"""

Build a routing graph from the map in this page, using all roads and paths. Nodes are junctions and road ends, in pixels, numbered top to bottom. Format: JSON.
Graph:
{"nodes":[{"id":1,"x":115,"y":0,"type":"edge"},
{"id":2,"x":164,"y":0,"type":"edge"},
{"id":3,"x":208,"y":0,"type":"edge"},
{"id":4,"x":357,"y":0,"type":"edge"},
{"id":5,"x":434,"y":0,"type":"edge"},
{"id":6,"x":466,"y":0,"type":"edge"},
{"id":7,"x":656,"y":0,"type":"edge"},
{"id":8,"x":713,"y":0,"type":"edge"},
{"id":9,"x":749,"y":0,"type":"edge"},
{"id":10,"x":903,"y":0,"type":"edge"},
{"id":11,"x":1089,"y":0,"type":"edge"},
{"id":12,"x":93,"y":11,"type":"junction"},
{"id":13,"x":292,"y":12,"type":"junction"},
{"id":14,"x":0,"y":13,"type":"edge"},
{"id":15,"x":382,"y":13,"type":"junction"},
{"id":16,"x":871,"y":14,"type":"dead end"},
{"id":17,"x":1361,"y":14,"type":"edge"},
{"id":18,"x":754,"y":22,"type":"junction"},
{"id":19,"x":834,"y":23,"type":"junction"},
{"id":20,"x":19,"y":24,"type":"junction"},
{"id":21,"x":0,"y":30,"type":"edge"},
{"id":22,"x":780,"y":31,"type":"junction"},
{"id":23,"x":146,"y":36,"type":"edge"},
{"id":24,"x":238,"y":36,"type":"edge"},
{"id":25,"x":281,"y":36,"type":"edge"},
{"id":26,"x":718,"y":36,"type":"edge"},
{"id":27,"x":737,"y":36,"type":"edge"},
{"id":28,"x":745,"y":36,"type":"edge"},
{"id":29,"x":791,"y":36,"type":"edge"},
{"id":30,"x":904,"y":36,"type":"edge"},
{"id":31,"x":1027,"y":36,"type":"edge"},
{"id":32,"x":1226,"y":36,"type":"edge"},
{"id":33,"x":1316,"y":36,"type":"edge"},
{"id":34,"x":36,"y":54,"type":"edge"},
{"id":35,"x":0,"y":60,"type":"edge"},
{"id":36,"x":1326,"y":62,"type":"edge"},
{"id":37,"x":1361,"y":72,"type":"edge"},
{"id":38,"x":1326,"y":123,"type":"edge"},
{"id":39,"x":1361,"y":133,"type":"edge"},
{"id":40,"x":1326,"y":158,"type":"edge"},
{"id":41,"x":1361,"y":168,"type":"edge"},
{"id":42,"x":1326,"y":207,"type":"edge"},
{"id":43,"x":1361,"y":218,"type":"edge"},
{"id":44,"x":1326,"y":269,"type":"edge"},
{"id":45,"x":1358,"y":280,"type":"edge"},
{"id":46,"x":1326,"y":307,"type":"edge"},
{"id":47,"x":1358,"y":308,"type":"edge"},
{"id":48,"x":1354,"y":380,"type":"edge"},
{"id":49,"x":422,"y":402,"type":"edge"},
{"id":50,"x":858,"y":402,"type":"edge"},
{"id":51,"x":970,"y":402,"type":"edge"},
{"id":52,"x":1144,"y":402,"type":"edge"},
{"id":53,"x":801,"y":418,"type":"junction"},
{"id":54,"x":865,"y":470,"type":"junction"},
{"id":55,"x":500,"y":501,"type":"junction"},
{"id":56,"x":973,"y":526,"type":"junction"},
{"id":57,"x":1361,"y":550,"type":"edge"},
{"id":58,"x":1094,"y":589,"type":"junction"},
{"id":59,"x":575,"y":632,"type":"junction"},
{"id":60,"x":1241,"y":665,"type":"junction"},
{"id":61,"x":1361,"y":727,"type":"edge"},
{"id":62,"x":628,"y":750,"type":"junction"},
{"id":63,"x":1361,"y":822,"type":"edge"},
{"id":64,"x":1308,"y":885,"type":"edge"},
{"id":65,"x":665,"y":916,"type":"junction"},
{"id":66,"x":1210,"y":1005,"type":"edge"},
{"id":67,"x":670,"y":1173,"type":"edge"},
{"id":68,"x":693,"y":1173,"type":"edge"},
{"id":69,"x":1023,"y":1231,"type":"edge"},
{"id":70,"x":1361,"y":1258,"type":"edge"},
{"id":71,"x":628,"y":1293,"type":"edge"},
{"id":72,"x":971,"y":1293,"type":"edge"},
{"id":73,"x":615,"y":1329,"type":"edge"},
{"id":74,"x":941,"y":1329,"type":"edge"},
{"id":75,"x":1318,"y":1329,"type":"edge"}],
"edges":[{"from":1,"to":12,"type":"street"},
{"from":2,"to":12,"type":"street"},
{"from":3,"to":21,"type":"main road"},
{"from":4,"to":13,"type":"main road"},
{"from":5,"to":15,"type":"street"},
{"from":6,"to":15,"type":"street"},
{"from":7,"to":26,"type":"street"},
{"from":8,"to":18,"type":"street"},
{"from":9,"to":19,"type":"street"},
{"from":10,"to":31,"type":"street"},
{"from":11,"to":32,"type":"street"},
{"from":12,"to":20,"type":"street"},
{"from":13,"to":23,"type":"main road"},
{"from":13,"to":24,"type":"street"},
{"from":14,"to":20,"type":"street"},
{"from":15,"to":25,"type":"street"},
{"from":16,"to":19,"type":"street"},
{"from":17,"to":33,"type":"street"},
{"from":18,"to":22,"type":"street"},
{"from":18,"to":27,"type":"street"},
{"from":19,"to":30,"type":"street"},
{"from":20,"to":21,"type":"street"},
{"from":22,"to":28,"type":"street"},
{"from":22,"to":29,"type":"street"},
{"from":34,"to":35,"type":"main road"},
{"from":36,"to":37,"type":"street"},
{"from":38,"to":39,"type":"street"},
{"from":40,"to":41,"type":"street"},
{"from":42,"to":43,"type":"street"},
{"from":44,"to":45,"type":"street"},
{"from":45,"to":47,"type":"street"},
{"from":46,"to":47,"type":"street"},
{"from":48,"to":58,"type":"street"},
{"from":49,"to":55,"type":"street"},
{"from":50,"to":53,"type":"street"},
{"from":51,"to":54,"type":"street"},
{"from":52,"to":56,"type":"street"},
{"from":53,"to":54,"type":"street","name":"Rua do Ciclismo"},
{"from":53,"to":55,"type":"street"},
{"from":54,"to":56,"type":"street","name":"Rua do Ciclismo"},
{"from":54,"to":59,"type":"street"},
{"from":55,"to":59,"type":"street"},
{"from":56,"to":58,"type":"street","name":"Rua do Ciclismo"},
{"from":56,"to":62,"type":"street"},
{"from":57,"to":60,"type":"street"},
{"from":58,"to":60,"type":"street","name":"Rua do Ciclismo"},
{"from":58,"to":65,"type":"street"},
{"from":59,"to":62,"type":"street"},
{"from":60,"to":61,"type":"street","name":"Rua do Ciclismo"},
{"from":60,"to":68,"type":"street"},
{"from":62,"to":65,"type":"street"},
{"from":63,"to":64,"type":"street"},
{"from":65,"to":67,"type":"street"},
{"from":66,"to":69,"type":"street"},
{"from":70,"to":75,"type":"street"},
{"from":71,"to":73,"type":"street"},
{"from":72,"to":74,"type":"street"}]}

"""

Search term "Ciclismo": return each line of the data that contains it.

__Task answer__:
{"from":53,"to":54,"type":"street","name":"Rua do Ciclismo"},
{"from":54,"to":56,"type":"street","name":"Rua do Ciclismo"},
{"from":56,"to":58,"type":"street","name":"Rua do Ciclismo"},
{"from":58,"to":60,"type":"street","name":"Rua do Ciclismo"},
{"from":60,"to":61,"type":"street","name":"Rua do Ciclismo"},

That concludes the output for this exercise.